Recent years have seen a surge in the popularity of commercial AI products based on generative, multi-purpose AI systems promising a unified approach to building machine learning (ML) models into technology. However, this ambition of “generality” comes at a steep cost to the environment, given the amount of energy these systems require and the amount of carbon that they emit. In this work, we propose the first systematic comparison of the ongoing inference cost of various categories of ML systems, covering both task-specific (i.e. finetuned models that carry out a single task) and ‘general-purpose’ models, (i.e. those trained for multiple tasks). We measure deployment cost as the amount of energy and carbon required to perform 1,000 inferences on representative benchmark dataset using these models. We find that multi-purpose, generative architectures are orders of magnitude more expensive than task-specific systems for a variety of tasks, even when controlling for the number of model parameters. We conclude with a discussion around the current trend of deploying multi-purpose generative ML systems, and caution that their utility should be more intentionally weighed against increased costs in terms of energy and emissions. All the data from our study can be accessed via an interactive demo to carry out further exploration and analysis
Text-based tasks are, all things considered, more energy-efficient than image-based tasks, with image classification requiring less energy (median of 0.0068 kWh for 1,000 inferences) than image generation (1.35 kWh) and, conversely, text generation (0.042 KwH) requiring more than text classification (0.0023 kWh). For comparison, charging the average smartphone requires 0.012 kWh of energy 4 , which means that the most efficient text generation model uses as much energy as 16% of a full smartphone charge for 1,000 inferences, whereas the least efficient image generation model uses as much energy as 950 smartphone charges (11.49 kWh), or nearly 1 charge per image generation, although there is also a large variation between image generation models, depending on the size of image that they generate.
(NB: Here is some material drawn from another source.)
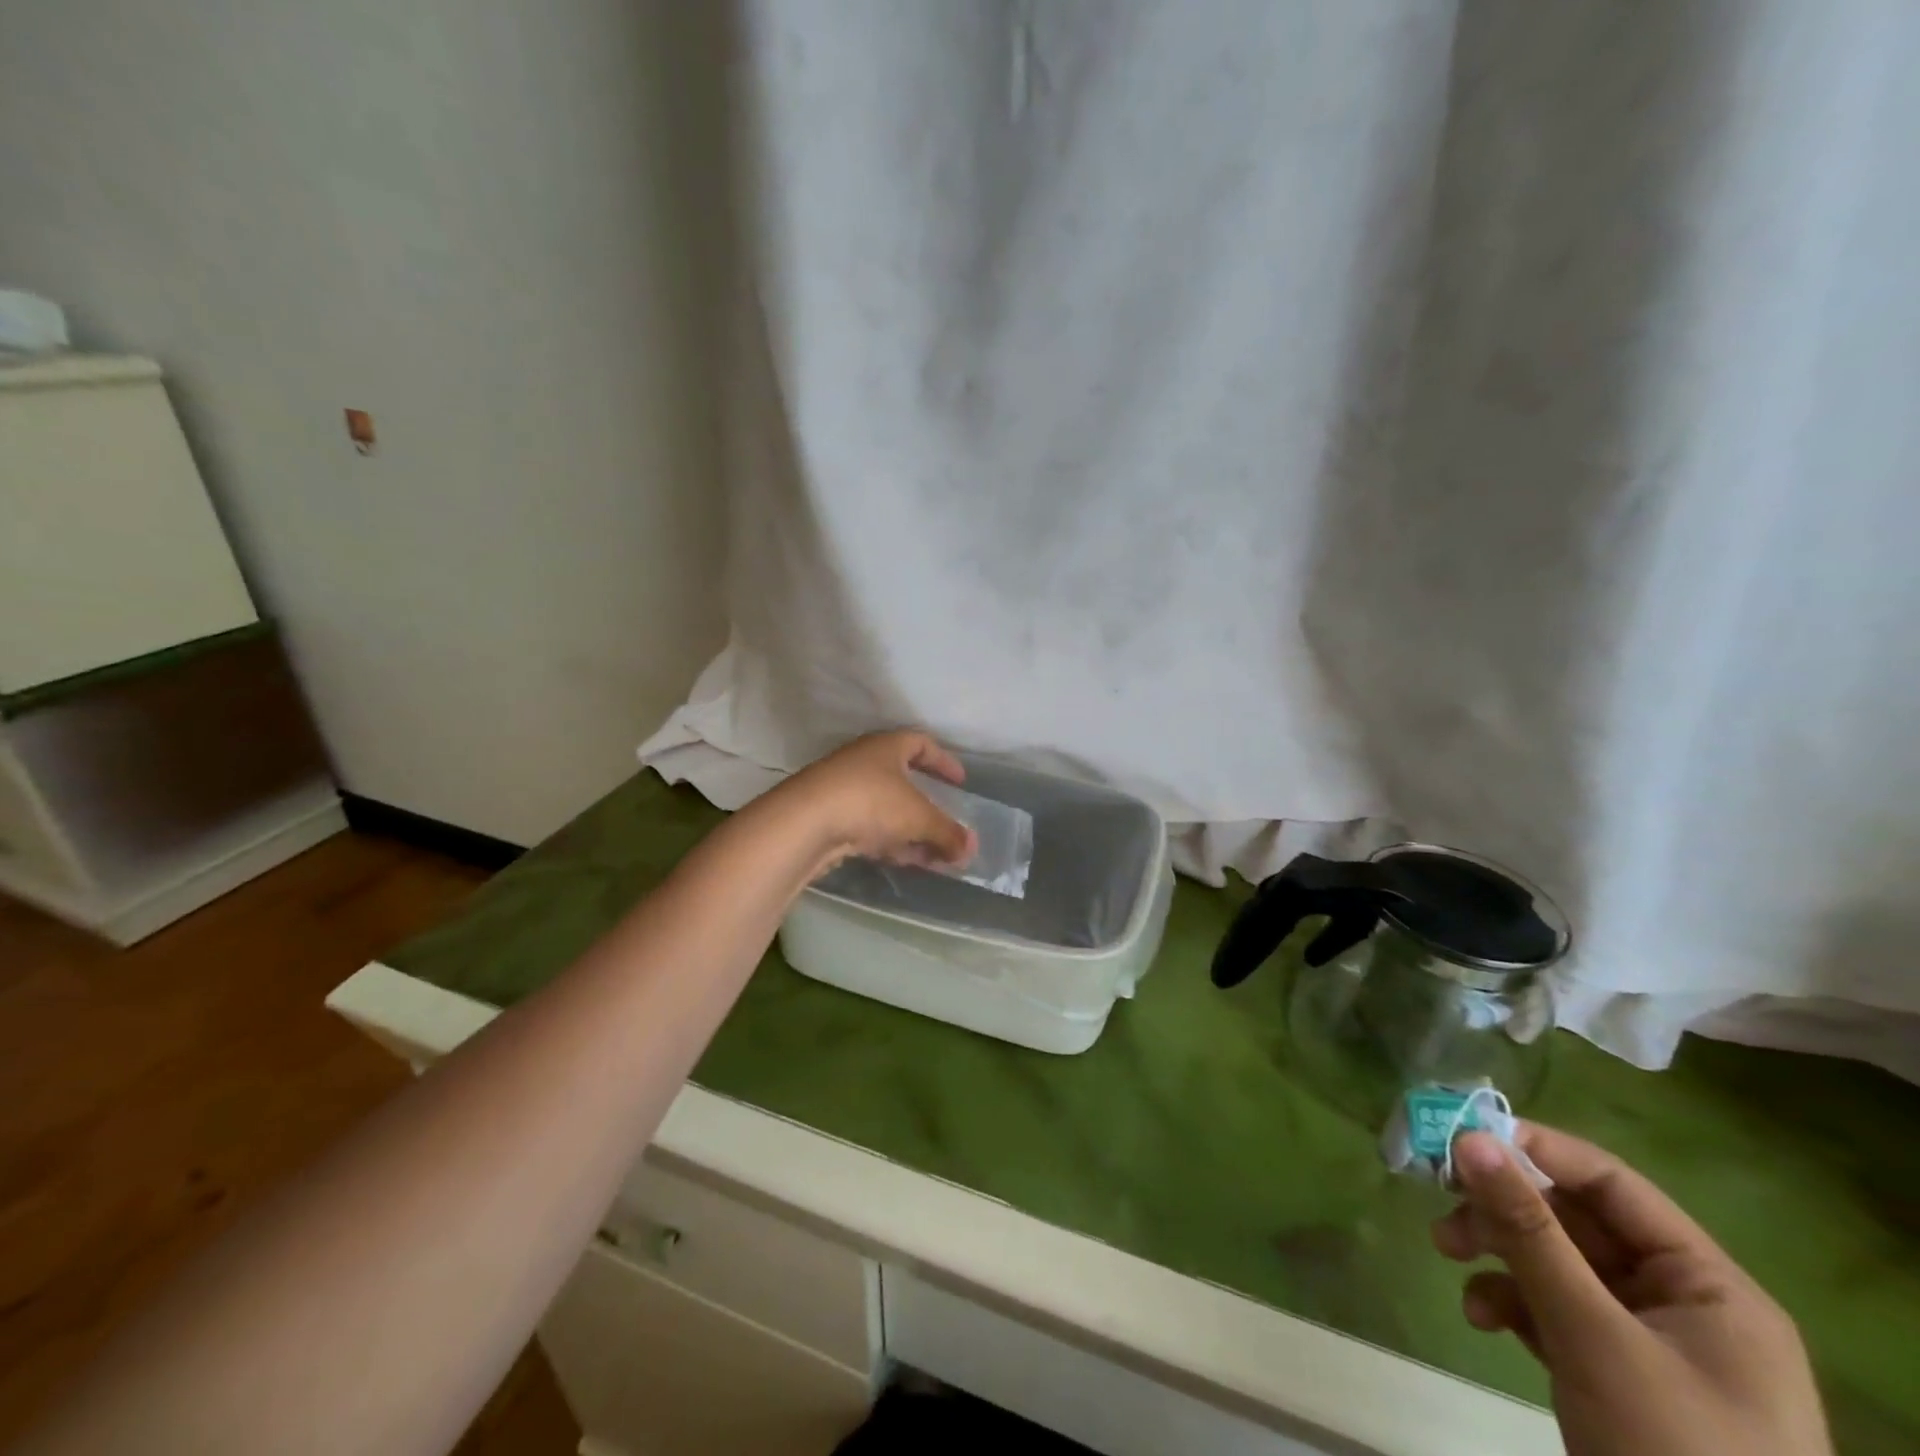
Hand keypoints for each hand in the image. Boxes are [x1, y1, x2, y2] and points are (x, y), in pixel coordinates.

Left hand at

the most carbon-intensive image generation model (stable-diffusion-xl-base-1.0) generates 1,594 grams of 𝐶𝑂2 for 1,000 inferences, which is roughly the equivalent to 4.1 miles driven by an average gasoline-powered passenger vehicle 5 , whereas the least carbon-intensive text generation model (distilbert-base-uncased) generates as much carbon as 0.0006 miles driven by a similar vehicle, i.e. 6,833 times less. This can add up quickly when image generation models such as Dall·E and MidJourney are deployed in user-facing applications and used by millions of users globally
why are we comparing this shit to driving a car instead of to some other computer task? nobody generating images is doing it instead of driving around the block a few times for fun.
streaming a movie is probably less efficient than downloading a file and playing it back offline but covering that doesn't cash in on the "ai" fad.
AI models are inefficient by necessity, since they're general purpose. For example, if you ask a LLM based model like ChatGPT to do dissimilar tasks, like let's say format a table in a specific markdown language and then also to serve as a proofreading tool, the model has to perform inference on the entire architecture to get an output even though the majority of weights are unlikely to be active.
Overall, the commercial AI boom was enabled by the transformer architecture, which can be scaled quite easily but has always been pretty inefficient compared to convolutional approaches. This is why ensemble of expert models, where you have made-for-purpose models doing specific tasks in a pipeline, are a hot topic in order to save on inference time/cost/energy/hardware. There is also a growing body of work on post-transformer architectures, which are supposed to be more data and energy-efficient.
i wonder how it compares to playing a videogame or something
i generate ~20-30 npc portraits per week ish, it tops out my graphics card and puts my cpu at about 75% for about 10 minutes per 9 images
playing almost any reasonably recent aaa game does that for however long i play it for, usually at least two hours per session
The power burden is proportional to the inference time x GPU load, so the gaming is going to be worse, simply because you're running it longer.
As an aside, that sounds like there might be an optimization issue if you're putting a heavy load on both GPU and CPU, since optimally you want to run everything on the GPU. I did some tests on my setup, and even when using 100% of the VRAM it's not impacting the CPU.
my cpu is old and shitty tbf
some poorly made (especially multiplayer) games are cpu bottlenecked even if you have the good shit.
my pc time is environmentally neutral(ish) in winter because the heat isn't wasted and it keeps me from using a space heater to keep living tolerable.